We were a bit surprised, recently, to hear at a WIPO (World Intellectual Property Organization) meeting that they actually appeared to be taking more of an evidence-based approach to copyright, rather than just assuming that “more is better.” And now, the Director General of WIPO, Francis Gurry, gave an interview where he explained why he thought that high fines and jailtime weren’t the answer to piracy. He’s exactly right, which is a bit surprising. But as you read the details, it sounds like he might be right for the wrong reasons — which isn’t all that surprising.

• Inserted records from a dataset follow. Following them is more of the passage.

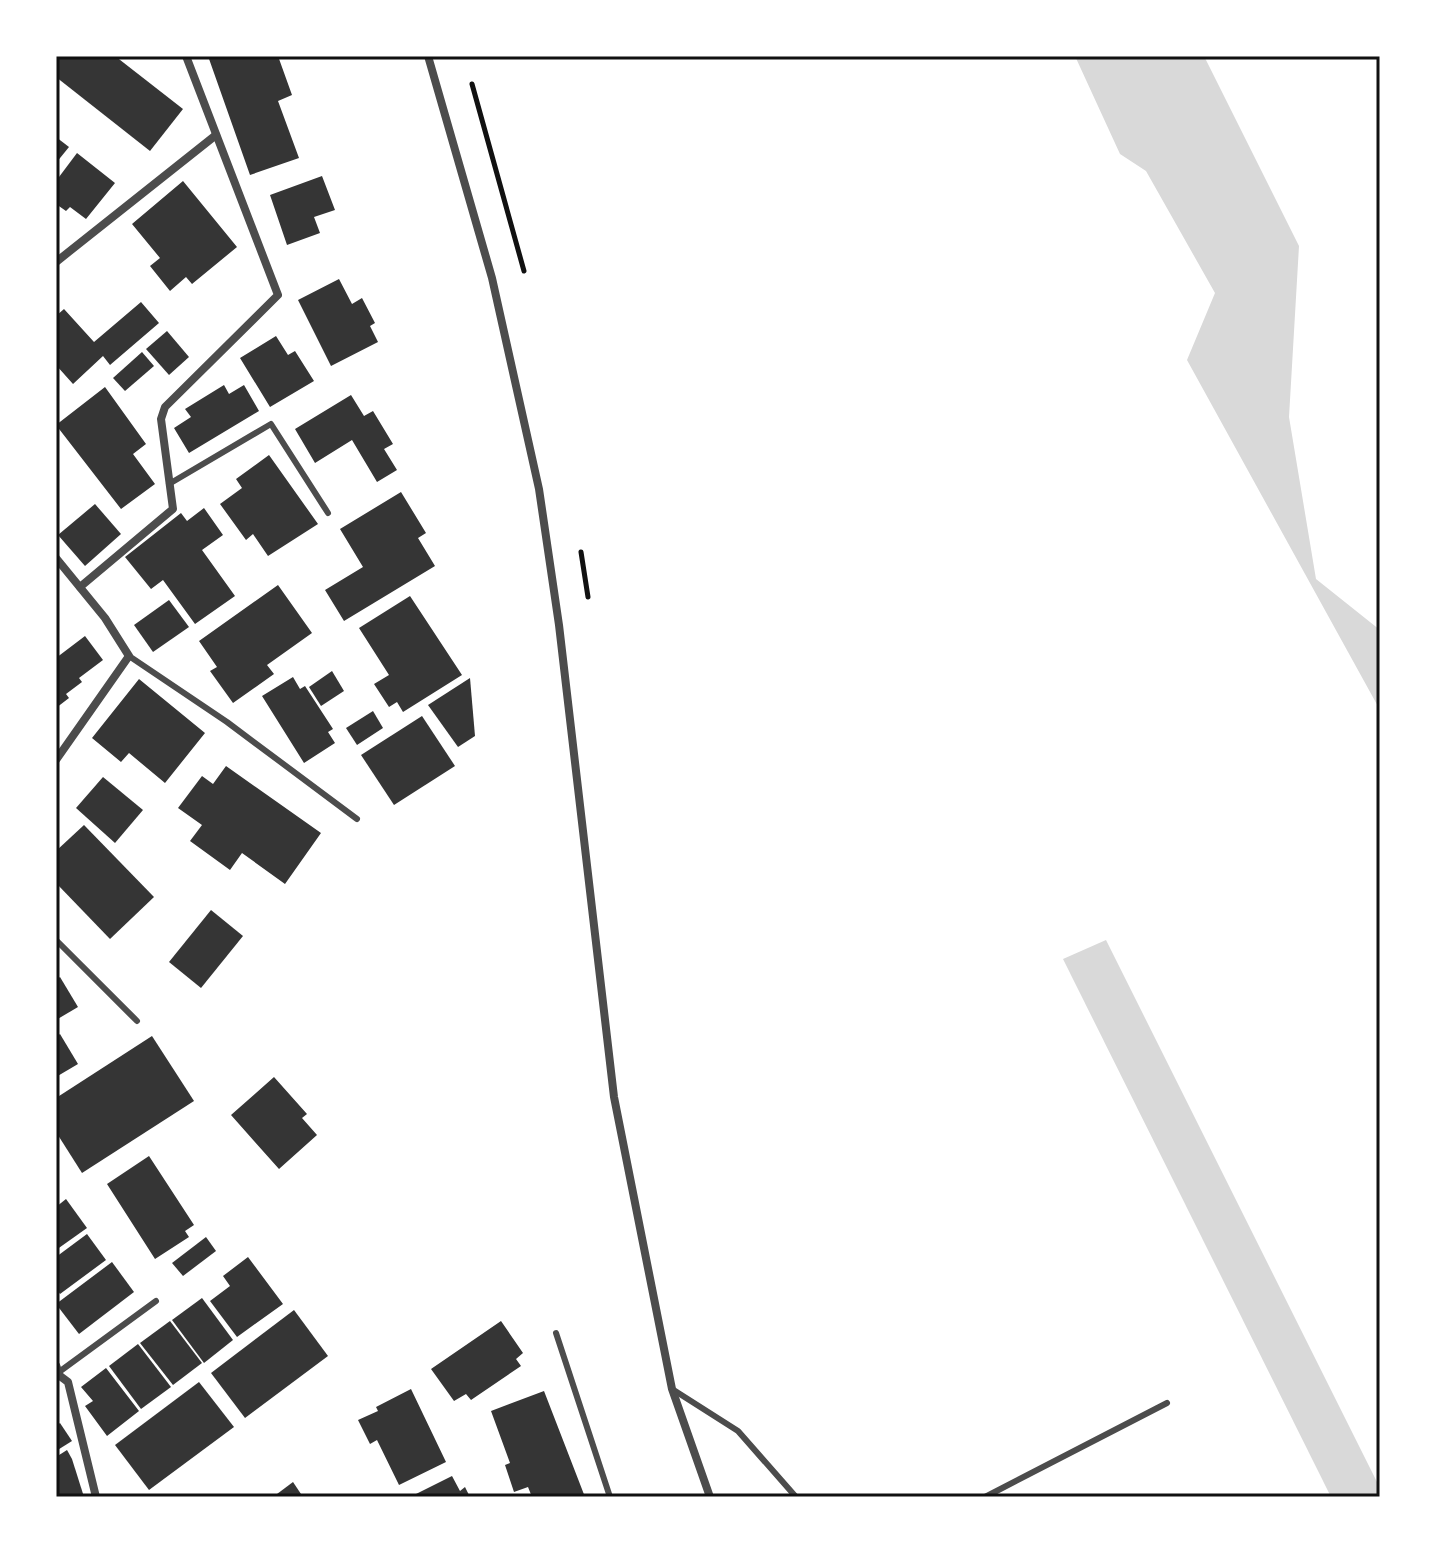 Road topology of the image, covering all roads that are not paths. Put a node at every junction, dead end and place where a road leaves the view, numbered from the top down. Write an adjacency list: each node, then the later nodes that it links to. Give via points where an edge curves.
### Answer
1 (186, 56): 3 (street)
2 (428, 56): 17 (street, via 492,278 539,489 614,1097)
3 (216, 135): 4 (street); 5 (street, via 278,295 165,407 161,419)
4 (56, 262)
5 (169, 484): 6 (lane, via 271,424); 8 (street, via 173,509)
6 (328, 513)
7 (56, 558): 8 (street)
8 (80, 587): 9 (street)
9 (129, 656): 10 (street); 11 (lane)
10 (56, 760)
11 (357, 819)
12 (56, 940): 13 (lane)
13 (137, 1021)
14 (156, 1301): 16 (lane)
15 (556, 1333): 20 (lane)
16 (58, 1368): 19 (street, via 68,1382)
17 (672, 1389): 21 (street); 22 (lane, via 738,1431)
18 (1167, 1403): 23 (lane)
19 (96, 1497)
20 (610, 1497)
21 (710, 1497)
22 (796, 1497)
23 (985, 1497) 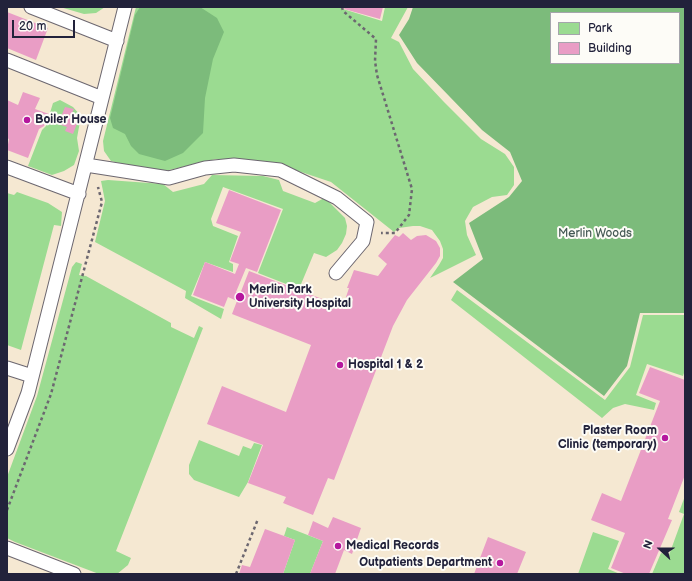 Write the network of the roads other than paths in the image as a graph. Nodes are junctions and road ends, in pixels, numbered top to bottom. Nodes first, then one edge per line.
1 (31, 7) edge
2 (125, 7) edge
3 (117, 41) junction
4 (7, 60) edge
5 (102, 98) junction
6 (86, 165) junction
7 (7, 167) edge
8 (79, 194) junction
9 (336, 273) dead end
10 (7, 368) edge
11 (32, 376) junction
12 (7, 449) edge
13 (7, 548) edge
14 (74, 574) edge

1 - 3 lane
2 - 3 lane
3 - 5 lane
4 - 5 lane
5 - 6 lane
6 - 8 lane
6 - 9 lane
7 - 8 lane
8 - 11 lane
10 - 11 lane
11 - 12 lane
13 - 14 lane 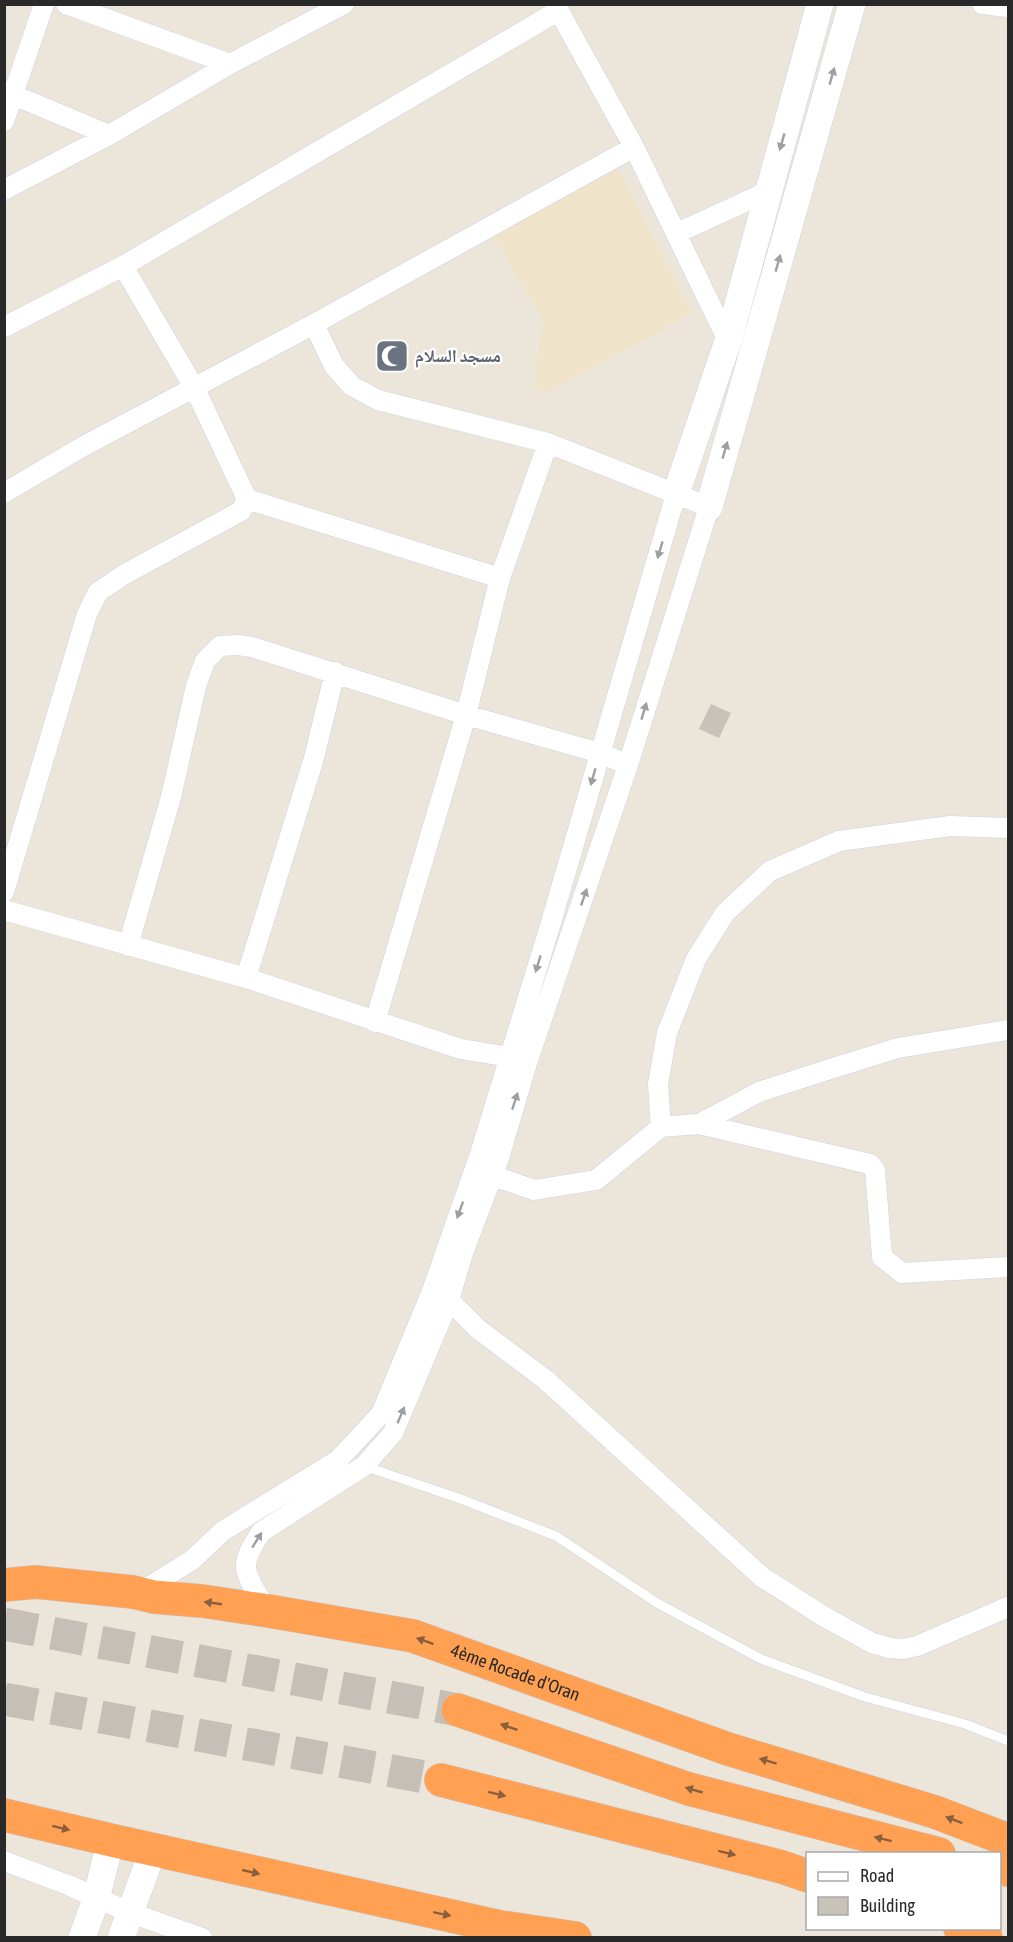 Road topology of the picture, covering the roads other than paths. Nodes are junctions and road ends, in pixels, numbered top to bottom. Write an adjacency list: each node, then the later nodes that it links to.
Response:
1 (44, 4): 10 (street)
2 (66, 4): 9 (street)
3 (344, 4): 9 (street)
4 (820, 4): 15 (main road, one-way to 15)
5 (852, 4): 21 (main road, one-way to 5)
6 (982, 4): 8 (street)
7 (556, 8): 13 (street); 17 (street)
8 (1008, 8)
9 (230, 64): 12 (street)
10 (9, 92): 11 (street); 12 (street)
11 (4, 121)
12 (109, 135): 14 (street)
13 (634, 147): 16 (street); 18 (street)
14 (4, 190)
15 (769, 191): 16 (street); 20 (main road)
16 (677, 233): 20 (street)
17 (123, 266): 19 (street); 22 (street)
18 (314, 324): 22 (street); 23 (street)
19 (4, 327)
20 (728, 341): 21 (street); 25 (main road)
21 (746, 377): 27 (main road, one-way to 21)
22 (195, 389): 24 (street); 26 (street)
23 (548, 443): 25 (street); 28 (street)
24 (4, 493)
25 (676, 494): 27 (street); 31 (street, one-way to 31)
26 (248, 499): 28 (street); 34 (street)
27 (709, 507): 32 (street, one-way to 27)
28 (500, 578): 30 (street)
29 (334, 672): 30 (street); 36 (street); 37 (street)
30 (466, 715): 31 (street); 38 (street)
31 (600, 753): 32 (street); 40 (street, one-way to 40)
32 (628, 765): 40 (street, one-way to 32)
33 (1008, 828): 42 (street)
34 (4, 892)
35 (4, 910): 36 (street)
36 (128, 946): 37 (street)
37 (246, 978): 38 (street)
38 (375, 1022): 40 (street)
39 (1008, 1030): 41 (street)
40 (518, 1060): 43 (street)
41 (699, 1124): 42 (street); 44 (street)
42 (661, 1127): 43 (street)
43 (483, 1173): 45 (street); 46 (street, one-way to 46)
44 (1008, 1267)
45 (449, 1300): 47 (street, one-way to 45); 50 (street)
46 (338, 1460): 47 (street); 49 (street)
47 (359, 1471): 51 (street, one-way to 47); 53 (lane)
48 (4, 1585): 49 (highway, 4ème Rocade d'Oran)
49 (133, 1592): 51 (highway, 4ème Rocade d'Oran, one-way to 49)
50 (1008, 1607)
51 (269, 1611): 57 (highway, 4ème Rocade d'Oran, one-way to 51)
52 (458, 1710): 59 (highway, one-way to 52)
53 (1008, 1741)
54 (441, 1780): 61 (highway, one-way to 61)
55 (4, 1815): 56 (highway, one-way to 56)
56 (111, 1840): 58 (highway); 62 (main road)
57 (1008, 1840)
58 (153, 1850): 63 (main road); 68 (highway, one-way to 68)
59 (931, 1852)
60 (4, 1861): 62 (street)
61 (806, 1875)
62 (96, 1899): 63 (street); 65 (main road)
63 (131, 1913): 66 (main road); 67 (street)
64 (963, 1930): 69 (highway)
65 (82, 1938)
66 (121, 1938)
67 (202, 1938)
68 (575, 1938)
69 (986, 1938) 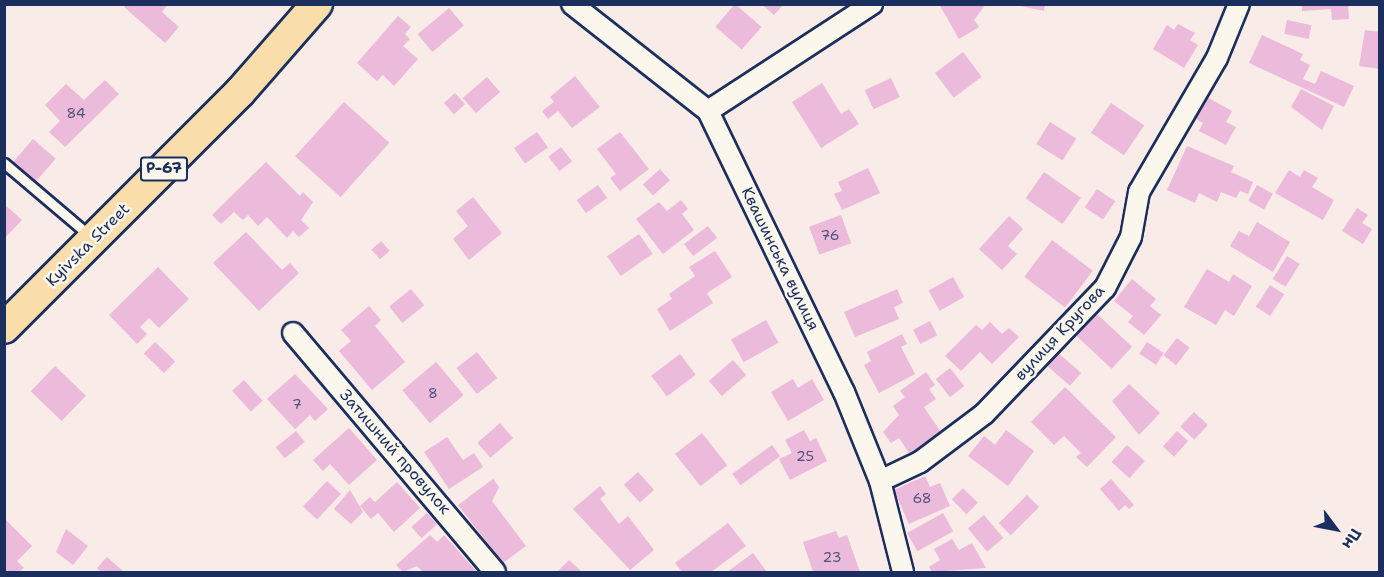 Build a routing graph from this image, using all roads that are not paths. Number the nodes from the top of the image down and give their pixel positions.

It’s not that he thinks that the better approach is for companies and content creators to adjust their business models — but that he’s afraid the draconian punishment schemes are basically a PR nightmare for WIPO’s continuing fruitless effort to convince people that infringement is evil:
“I don’t believe we are going to win this, (to) find the solution by putting teenagers in jail,” Gurry said in an interview on a visit to India. “I think that is not going to win public sympathy.”“Part of the battle here is to sensitise the public to the fact that there is a real issue involved. It is not simply a victimless crime….”
Amusingly, the whole reason the RIAA kicked off its lawsuit strategy was based on similar thinking: that it was an “education” campaign that would convince people that there was “harm” done from file sharing. Of course, it didn’t work. At all. And no education campaign is going to work, because it’s just the basic nature of economics. If the technology has made the product infinite, it’s not a moral issue or a legal issue: it’s a business model issue. The answer is to change business models, not hope and pray that you can somehow convince people that it’s “bad” to do something that obviously can be done quite easily.
So, yes, Gurry is correct that draconian punishment has created a massive PR backlash that has helped make things even worse, but an education campaign isn’t going to make a difference. Only a business model change can fix a business model situation — and we’re already seeing that happen just fine in many parts of the world. It’s not an education campaign that will help the content industry. It’s smarter business models.